The Netflix series Sex Education has always had a clear premise: scandalize. Or at least, address with a provocative honesty topics that don’t usually mix with each other in a television plot. The erotic, lust, sexual awakening and frankness in the realm of the carnal.
Sex Education is a candid tour of contemporary sex life that captivates with its ability to ask the right questions. On a time when nothing is scandalizing and everything seems to be in the public domainWhat is intimate, is sex? Is it the need for emotional gratification?
The Netflix series does not answer the questions – you do not want to – but rather raises a simple question: what is the life of any young man of our time like? The result is a fun and brilliant journey through dozens of different situations that lead to the same point.
The world that is discovered, it is enjoyed and amazed through youth as a unique event. Adolescence as the great time of all discoveries. But beyond the cliché, it’s also about the rethinking of identity as self-discovery is everything.
‘Sex education’ and the world of uncomfortable things
If there is something that distinguishes Sex Education, it is its ability to name the uncomfortable things of a stage that is usually confusing. He does it with humor and also with a perverse view of self-discovery. If for the second season the program seemed to have lost his sense of the absurd a bit and the uproar, for his new chapters he recovers them.
And he does it through a certain self-awareness that his characters are growing extremely rapidly and that this is quite a plot challenge.

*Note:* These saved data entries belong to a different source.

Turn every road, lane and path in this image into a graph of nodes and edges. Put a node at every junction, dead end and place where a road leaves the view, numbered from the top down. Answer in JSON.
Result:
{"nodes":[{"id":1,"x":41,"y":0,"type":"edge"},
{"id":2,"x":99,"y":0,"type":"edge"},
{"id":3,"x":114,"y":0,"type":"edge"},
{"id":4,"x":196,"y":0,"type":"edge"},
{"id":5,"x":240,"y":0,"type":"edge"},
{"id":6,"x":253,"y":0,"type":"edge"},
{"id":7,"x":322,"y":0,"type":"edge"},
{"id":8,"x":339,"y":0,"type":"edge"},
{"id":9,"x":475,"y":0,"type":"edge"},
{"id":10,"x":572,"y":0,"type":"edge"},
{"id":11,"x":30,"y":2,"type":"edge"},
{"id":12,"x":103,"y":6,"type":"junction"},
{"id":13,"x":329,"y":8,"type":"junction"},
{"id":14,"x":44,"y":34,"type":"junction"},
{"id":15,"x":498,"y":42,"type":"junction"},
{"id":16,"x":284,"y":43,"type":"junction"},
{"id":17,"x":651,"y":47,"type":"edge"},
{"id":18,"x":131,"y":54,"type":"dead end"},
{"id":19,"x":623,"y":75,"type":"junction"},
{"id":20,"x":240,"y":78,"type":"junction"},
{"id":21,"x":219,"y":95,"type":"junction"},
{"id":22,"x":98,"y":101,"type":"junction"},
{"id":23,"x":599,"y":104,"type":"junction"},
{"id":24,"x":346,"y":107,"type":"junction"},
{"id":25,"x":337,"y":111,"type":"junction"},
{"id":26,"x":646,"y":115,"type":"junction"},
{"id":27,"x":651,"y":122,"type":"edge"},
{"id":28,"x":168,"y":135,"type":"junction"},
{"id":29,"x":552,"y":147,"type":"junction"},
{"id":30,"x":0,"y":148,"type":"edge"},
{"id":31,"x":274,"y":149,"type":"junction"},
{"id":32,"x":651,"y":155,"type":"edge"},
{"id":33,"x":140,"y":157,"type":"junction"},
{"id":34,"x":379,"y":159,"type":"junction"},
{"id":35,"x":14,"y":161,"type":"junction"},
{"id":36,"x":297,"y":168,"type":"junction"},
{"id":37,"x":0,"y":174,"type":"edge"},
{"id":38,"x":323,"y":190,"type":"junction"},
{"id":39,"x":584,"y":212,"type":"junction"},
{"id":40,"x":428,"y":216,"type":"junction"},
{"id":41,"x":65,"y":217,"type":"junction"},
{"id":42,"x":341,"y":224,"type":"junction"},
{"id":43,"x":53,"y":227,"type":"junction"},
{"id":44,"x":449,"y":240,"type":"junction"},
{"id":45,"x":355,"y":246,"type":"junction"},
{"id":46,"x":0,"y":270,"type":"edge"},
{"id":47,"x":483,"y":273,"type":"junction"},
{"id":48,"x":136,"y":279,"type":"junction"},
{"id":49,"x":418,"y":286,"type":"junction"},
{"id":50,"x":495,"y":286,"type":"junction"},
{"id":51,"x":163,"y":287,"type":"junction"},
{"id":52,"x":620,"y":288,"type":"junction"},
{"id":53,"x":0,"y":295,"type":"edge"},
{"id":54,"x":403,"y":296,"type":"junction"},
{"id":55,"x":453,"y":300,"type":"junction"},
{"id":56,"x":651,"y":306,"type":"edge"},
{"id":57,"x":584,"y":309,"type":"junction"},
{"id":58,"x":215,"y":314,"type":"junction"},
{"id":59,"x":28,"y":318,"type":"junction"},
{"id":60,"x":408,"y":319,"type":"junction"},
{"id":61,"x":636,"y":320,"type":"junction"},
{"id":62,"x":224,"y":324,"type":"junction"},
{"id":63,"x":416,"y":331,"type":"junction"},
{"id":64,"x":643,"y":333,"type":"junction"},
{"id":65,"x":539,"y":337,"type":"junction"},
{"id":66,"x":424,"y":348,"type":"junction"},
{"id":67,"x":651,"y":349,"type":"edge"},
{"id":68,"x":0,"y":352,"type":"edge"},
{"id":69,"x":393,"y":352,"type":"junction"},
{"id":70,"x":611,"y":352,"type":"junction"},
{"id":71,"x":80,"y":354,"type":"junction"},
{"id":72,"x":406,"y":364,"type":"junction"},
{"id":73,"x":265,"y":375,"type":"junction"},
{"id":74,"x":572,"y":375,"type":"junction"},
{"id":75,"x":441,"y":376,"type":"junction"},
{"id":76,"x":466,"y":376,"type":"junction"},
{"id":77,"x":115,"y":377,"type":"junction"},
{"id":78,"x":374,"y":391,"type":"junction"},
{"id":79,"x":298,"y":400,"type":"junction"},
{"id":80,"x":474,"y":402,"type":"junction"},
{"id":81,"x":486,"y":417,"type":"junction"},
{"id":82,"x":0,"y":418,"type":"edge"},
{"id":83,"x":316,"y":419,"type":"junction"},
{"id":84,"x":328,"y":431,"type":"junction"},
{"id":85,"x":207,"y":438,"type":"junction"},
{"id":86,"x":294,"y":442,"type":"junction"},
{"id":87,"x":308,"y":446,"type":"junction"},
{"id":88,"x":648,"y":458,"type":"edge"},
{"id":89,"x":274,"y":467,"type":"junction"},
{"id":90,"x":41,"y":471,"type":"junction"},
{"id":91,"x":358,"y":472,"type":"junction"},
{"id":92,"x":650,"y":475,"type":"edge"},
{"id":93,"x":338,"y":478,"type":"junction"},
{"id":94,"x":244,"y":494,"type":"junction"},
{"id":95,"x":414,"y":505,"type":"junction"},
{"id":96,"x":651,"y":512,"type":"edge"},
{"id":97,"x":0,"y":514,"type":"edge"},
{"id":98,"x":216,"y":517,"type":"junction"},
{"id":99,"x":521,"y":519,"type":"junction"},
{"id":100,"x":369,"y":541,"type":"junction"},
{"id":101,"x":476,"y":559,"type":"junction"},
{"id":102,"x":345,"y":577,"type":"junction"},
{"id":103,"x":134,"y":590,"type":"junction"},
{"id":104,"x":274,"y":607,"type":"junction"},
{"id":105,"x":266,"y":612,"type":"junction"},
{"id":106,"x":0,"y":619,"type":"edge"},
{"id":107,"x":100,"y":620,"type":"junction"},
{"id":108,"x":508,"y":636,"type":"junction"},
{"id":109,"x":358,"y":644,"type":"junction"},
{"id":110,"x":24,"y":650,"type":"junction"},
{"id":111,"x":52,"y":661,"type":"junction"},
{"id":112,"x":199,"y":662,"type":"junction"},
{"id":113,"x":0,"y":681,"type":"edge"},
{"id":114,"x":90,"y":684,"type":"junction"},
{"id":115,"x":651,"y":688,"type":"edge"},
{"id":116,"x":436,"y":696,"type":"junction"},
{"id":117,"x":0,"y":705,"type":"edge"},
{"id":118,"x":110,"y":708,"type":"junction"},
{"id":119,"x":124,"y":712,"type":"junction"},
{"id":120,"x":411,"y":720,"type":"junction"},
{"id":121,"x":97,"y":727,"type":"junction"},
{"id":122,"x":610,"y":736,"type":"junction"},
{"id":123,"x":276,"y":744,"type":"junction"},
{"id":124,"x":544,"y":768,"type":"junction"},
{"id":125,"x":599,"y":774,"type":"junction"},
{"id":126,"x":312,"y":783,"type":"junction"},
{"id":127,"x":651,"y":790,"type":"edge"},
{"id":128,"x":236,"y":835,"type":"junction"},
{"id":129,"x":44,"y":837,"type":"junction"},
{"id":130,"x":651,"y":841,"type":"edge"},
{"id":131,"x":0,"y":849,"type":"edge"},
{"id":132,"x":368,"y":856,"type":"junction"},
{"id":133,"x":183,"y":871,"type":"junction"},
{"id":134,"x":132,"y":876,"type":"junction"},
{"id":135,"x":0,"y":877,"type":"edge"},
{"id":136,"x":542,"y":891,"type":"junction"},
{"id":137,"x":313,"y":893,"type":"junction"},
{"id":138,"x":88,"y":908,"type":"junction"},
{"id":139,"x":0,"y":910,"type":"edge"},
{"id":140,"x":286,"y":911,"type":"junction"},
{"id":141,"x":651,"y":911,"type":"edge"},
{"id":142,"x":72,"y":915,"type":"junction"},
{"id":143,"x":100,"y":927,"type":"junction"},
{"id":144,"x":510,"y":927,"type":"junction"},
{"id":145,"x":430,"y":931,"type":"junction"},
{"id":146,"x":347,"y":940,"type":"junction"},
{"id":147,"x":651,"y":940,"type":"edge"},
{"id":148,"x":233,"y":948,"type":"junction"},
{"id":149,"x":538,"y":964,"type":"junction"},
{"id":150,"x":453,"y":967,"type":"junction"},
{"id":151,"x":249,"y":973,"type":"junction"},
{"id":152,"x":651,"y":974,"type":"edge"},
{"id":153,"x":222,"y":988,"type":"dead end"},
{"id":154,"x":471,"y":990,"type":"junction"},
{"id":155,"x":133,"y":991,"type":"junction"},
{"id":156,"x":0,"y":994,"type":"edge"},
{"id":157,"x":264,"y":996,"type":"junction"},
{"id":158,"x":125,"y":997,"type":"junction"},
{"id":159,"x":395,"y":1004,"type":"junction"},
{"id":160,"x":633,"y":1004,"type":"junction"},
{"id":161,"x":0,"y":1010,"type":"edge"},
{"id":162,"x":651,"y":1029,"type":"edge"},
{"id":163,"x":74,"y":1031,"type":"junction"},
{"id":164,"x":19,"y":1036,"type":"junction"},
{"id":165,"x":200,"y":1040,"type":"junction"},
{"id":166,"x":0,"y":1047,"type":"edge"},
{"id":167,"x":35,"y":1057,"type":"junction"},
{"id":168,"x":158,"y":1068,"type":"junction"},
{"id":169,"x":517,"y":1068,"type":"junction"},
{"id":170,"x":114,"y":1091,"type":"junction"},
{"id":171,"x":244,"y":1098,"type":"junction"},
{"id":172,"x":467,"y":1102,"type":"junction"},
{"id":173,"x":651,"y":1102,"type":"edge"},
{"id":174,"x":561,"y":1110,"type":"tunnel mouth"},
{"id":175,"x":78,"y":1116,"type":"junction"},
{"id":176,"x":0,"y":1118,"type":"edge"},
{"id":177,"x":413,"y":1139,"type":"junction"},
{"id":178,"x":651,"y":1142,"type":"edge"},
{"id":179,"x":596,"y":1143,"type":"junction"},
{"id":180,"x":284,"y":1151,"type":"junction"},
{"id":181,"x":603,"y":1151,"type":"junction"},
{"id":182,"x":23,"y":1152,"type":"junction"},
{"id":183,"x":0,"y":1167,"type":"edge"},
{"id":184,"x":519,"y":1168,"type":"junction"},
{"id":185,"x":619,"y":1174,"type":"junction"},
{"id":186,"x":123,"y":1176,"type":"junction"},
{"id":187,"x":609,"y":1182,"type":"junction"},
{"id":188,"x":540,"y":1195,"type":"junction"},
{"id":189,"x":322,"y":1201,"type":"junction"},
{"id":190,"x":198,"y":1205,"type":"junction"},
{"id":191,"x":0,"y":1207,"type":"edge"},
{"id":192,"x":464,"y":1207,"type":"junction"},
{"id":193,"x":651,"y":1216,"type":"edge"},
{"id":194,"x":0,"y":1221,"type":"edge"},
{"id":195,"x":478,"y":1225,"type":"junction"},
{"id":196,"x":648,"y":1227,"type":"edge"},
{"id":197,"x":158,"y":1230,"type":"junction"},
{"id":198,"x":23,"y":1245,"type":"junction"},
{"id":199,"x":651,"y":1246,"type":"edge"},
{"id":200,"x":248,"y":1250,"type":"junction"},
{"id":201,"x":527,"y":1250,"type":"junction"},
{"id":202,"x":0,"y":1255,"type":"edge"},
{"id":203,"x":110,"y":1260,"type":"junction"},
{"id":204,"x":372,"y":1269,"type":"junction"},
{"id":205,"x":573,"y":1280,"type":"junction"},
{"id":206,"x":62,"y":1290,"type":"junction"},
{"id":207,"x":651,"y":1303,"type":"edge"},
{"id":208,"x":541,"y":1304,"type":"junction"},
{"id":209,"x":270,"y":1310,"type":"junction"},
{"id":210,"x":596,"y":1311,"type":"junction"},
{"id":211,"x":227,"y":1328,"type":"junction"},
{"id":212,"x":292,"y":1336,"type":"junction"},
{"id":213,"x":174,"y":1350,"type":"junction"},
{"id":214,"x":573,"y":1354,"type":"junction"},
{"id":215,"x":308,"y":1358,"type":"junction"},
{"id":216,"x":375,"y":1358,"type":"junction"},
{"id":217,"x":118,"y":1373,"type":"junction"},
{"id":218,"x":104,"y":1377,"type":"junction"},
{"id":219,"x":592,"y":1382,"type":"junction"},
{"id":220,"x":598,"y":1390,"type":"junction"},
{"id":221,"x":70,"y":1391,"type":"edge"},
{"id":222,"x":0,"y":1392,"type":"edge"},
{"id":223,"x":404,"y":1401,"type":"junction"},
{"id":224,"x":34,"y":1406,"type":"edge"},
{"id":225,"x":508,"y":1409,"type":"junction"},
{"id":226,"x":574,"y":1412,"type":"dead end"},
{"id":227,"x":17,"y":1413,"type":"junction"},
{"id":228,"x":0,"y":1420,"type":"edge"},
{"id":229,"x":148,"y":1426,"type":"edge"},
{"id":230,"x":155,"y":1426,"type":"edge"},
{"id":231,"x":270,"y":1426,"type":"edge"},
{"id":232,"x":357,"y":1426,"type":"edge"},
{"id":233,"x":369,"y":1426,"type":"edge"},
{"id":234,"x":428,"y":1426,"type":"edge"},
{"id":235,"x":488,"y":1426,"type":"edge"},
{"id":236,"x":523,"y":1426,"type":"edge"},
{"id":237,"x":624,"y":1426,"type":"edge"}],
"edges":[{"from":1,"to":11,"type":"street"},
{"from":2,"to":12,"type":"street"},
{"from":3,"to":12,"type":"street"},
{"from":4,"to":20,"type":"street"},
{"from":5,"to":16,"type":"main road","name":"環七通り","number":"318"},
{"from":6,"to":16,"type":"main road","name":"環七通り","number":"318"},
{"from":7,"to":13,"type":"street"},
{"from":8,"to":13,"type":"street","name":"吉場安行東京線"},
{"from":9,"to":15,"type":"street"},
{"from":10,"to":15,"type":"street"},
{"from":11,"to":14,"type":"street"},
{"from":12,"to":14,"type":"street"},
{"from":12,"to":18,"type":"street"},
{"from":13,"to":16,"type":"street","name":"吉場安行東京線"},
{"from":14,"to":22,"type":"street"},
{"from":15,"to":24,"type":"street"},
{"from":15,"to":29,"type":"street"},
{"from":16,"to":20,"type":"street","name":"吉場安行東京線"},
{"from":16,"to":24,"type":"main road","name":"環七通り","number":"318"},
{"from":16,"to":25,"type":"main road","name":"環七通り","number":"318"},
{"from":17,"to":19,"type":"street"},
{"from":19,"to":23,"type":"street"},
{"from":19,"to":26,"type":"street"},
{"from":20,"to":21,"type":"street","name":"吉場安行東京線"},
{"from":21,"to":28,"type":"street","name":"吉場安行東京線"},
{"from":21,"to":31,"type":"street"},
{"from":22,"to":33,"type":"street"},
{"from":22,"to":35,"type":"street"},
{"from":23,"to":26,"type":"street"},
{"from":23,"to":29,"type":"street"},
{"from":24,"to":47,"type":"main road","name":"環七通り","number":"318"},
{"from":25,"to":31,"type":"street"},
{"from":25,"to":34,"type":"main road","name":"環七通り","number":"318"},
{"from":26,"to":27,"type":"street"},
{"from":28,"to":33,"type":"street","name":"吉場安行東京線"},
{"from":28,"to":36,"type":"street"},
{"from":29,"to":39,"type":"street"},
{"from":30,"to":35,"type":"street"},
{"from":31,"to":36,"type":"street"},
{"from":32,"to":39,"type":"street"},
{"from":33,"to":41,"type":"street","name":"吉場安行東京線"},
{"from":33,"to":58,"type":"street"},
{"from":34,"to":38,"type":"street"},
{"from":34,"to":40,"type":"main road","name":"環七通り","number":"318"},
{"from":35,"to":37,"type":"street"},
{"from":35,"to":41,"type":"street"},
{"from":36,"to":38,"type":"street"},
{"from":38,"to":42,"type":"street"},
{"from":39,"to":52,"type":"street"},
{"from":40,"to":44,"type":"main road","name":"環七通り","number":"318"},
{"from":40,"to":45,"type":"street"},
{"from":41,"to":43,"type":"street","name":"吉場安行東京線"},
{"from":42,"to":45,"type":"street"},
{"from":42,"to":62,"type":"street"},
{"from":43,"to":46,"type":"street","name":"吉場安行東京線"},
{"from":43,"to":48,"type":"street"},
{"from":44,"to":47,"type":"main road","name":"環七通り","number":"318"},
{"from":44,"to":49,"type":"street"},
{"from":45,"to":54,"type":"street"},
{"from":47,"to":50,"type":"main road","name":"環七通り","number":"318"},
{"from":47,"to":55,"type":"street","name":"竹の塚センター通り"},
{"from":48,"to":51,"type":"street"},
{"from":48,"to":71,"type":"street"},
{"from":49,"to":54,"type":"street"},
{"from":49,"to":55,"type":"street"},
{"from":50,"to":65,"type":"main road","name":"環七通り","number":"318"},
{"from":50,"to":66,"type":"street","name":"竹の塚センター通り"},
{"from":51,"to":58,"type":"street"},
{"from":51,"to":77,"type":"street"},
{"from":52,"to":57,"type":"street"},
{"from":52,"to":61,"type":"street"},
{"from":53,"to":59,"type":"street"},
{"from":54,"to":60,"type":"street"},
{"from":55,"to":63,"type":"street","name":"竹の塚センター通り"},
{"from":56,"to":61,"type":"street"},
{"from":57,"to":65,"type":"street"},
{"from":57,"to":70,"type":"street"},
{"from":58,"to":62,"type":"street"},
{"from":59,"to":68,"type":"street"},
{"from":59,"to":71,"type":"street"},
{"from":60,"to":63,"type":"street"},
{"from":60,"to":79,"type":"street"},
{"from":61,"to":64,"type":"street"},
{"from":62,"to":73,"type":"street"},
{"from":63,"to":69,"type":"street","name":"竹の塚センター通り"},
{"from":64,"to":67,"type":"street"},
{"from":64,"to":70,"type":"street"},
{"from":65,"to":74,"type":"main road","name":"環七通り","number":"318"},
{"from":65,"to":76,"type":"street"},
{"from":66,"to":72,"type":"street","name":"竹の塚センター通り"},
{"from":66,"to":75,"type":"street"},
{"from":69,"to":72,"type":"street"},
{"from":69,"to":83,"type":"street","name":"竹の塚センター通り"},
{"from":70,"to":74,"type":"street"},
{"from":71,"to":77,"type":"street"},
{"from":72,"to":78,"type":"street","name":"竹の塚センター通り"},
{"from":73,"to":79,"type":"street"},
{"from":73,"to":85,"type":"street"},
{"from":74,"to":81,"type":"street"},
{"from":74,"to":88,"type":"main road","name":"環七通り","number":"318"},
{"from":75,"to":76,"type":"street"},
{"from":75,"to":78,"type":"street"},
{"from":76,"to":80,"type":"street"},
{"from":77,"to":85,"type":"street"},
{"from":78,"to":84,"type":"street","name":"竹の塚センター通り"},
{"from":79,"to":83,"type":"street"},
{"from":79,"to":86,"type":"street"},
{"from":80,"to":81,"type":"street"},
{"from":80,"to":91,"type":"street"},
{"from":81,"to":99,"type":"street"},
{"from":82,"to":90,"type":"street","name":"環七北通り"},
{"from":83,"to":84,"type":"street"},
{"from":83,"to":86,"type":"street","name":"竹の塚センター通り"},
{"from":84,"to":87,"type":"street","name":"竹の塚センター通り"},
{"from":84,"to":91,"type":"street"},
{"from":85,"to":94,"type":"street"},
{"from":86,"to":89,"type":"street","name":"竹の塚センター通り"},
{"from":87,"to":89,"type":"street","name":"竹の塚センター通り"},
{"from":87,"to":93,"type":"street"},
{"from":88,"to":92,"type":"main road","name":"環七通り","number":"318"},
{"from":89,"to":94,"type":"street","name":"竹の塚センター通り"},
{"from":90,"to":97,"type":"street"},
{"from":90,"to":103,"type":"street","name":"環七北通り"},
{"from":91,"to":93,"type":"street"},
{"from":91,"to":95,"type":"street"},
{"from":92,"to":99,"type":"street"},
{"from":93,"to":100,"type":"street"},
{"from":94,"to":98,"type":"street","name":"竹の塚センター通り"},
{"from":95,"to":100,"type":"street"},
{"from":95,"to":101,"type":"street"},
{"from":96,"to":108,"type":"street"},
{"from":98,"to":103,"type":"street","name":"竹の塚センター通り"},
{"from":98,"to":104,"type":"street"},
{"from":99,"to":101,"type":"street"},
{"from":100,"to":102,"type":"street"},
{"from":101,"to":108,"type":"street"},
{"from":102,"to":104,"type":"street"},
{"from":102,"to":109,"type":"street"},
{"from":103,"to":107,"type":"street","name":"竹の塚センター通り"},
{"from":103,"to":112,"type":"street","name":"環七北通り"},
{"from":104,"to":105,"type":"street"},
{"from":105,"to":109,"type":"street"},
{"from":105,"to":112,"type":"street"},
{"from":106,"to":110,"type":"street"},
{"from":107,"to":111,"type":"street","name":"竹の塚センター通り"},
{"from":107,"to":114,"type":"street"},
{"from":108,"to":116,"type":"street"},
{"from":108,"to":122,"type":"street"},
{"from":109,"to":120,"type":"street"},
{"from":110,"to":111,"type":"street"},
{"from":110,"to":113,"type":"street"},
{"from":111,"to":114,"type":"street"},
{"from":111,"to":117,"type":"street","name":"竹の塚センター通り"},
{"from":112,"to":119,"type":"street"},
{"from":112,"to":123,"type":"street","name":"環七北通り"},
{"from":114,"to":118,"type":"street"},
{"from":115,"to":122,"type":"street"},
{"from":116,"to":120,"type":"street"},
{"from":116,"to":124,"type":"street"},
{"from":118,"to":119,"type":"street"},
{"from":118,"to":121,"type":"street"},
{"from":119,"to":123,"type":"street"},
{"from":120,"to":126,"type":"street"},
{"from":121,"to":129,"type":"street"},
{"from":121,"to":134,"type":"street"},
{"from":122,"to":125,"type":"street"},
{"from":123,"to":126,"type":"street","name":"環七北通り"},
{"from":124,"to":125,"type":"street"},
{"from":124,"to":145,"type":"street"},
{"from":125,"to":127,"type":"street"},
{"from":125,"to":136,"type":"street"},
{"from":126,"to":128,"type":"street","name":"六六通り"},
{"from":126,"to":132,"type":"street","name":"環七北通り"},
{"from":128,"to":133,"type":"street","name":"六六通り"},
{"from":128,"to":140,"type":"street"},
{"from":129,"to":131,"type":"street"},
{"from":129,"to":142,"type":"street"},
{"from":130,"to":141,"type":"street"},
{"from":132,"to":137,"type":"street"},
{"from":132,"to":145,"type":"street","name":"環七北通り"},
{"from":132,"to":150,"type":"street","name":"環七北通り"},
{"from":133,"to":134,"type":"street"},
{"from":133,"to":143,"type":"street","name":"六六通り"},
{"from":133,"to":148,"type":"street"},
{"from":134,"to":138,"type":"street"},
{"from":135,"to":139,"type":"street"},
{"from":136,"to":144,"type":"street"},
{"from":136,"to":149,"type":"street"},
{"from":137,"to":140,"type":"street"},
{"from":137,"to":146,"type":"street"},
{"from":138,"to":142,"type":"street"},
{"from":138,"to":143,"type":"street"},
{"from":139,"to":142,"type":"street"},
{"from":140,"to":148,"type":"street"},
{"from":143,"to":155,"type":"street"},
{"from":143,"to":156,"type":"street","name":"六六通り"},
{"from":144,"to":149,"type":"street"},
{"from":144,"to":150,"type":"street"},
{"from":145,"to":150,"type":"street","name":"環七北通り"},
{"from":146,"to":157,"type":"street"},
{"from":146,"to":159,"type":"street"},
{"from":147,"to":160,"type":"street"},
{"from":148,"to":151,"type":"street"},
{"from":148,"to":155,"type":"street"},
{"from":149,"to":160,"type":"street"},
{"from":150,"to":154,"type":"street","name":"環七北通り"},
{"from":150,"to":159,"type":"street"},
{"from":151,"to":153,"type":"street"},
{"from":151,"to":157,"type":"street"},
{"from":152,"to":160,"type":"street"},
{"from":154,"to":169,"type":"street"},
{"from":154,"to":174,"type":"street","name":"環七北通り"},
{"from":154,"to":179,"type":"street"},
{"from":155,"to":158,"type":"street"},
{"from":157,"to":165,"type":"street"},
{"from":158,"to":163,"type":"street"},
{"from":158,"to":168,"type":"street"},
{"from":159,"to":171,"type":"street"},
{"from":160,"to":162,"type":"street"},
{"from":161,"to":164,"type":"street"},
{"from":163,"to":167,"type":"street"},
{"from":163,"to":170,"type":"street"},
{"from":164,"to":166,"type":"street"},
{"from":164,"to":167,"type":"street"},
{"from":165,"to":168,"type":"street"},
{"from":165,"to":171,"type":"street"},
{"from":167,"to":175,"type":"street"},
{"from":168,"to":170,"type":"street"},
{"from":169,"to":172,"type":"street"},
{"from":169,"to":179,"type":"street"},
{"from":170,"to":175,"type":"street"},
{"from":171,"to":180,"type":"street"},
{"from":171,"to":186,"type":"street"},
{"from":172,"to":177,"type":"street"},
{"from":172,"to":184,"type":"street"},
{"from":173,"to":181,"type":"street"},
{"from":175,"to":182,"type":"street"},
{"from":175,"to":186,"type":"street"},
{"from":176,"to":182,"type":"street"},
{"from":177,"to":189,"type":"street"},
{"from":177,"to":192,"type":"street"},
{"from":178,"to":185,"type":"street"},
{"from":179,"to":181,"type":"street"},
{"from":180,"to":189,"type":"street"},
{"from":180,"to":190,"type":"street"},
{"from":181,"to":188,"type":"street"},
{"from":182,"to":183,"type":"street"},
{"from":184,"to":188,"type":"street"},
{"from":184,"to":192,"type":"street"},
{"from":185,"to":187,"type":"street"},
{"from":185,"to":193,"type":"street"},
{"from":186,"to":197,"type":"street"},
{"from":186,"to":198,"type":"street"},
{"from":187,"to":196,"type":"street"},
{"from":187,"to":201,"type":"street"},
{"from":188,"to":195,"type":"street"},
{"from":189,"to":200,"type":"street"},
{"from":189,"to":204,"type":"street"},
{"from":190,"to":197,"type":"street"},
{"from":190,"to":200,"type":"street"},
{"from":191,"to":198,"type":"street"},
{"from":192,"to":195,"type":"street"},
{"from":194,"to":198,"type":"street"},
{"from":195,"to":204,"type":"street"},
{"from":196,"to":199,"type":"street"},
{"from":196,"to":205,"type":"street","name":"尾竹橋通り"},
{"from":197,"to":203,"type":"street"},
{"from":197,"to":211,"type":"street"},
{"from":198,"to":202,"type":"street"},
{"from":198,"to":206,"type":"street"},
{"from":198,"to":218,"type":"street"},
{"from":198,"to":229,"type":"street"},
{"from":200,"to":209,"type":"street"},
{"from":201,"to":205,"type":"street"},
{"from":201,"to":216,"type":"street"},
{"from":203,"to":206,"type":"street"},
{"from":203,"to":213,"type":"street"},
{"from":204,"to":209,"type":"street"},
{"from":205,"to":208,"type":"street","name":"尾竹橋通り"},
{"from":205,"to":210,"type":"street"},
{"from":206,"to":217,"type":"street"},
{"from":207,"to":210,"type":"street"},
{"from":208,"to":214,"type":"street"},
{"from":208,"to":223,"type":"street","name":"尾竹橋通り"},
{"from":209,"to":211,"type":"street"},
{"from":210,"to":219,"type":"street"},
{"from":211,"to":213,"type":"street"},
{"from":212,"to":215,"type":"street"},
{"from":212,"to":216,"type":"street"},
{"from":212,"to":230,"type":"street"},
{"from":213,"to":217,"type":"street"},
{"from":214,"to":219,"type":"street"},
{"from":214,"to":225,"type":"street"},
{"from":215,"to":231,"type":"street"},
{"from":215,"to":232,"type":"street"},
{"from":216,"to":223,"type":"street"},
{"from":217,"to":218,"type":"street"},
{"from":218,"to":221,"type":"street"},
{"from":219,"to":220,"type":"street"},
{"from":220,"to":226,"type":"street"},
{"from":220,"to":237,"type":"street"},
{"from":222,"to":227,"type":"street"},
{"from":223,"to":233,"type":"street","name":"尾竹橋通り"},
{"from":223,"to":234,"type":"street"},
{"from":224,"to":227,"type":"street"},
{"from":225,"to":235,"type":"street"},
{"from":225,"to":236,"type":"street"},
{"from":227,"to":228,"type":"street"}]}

The question of cast actors quickly leaving early youth puts the Netflix series on a sticky note. But instead of hiding it, looking at its best moments or appealing to absurd humor, it assumes its ambiguous quality.
Of course, the argument of Sex Education has always been based on some atypical chaos, narrated with a brilliant script. Season 3 actually begins in its usual way: with a scene that leaves little to the imagination and sustains something more elaborate. A car with foggy windows sways from side to side.
Inside, the sex scene that the camera shows with a subjective and intimate closeness has something powerful. But it’s not just about sex, it’s about the meaning that Sex Education brings to the carnal. The music rises, becomes strident and suddenly what is a full-blown erotic sequence manages to become one of his famous scenes hilarious.
It all happens in less than ten minutes, but the Netflix series has already set the pace and tone of the season through that version of the power of the carnal. Of course, the new episodes are a celebration of that strange slightly agonizing pace. Otis’s (Asa Butterfield) need to try casual sex isn’t just a plot twist.
It is also a way to deepen your quest to understand yourself. The same as the way Jean (Gillian Anderson) copes with her pregnancy. The series develops several arguments at the same time about the power of the sexual in its purest form. Also the bodies as their own territory.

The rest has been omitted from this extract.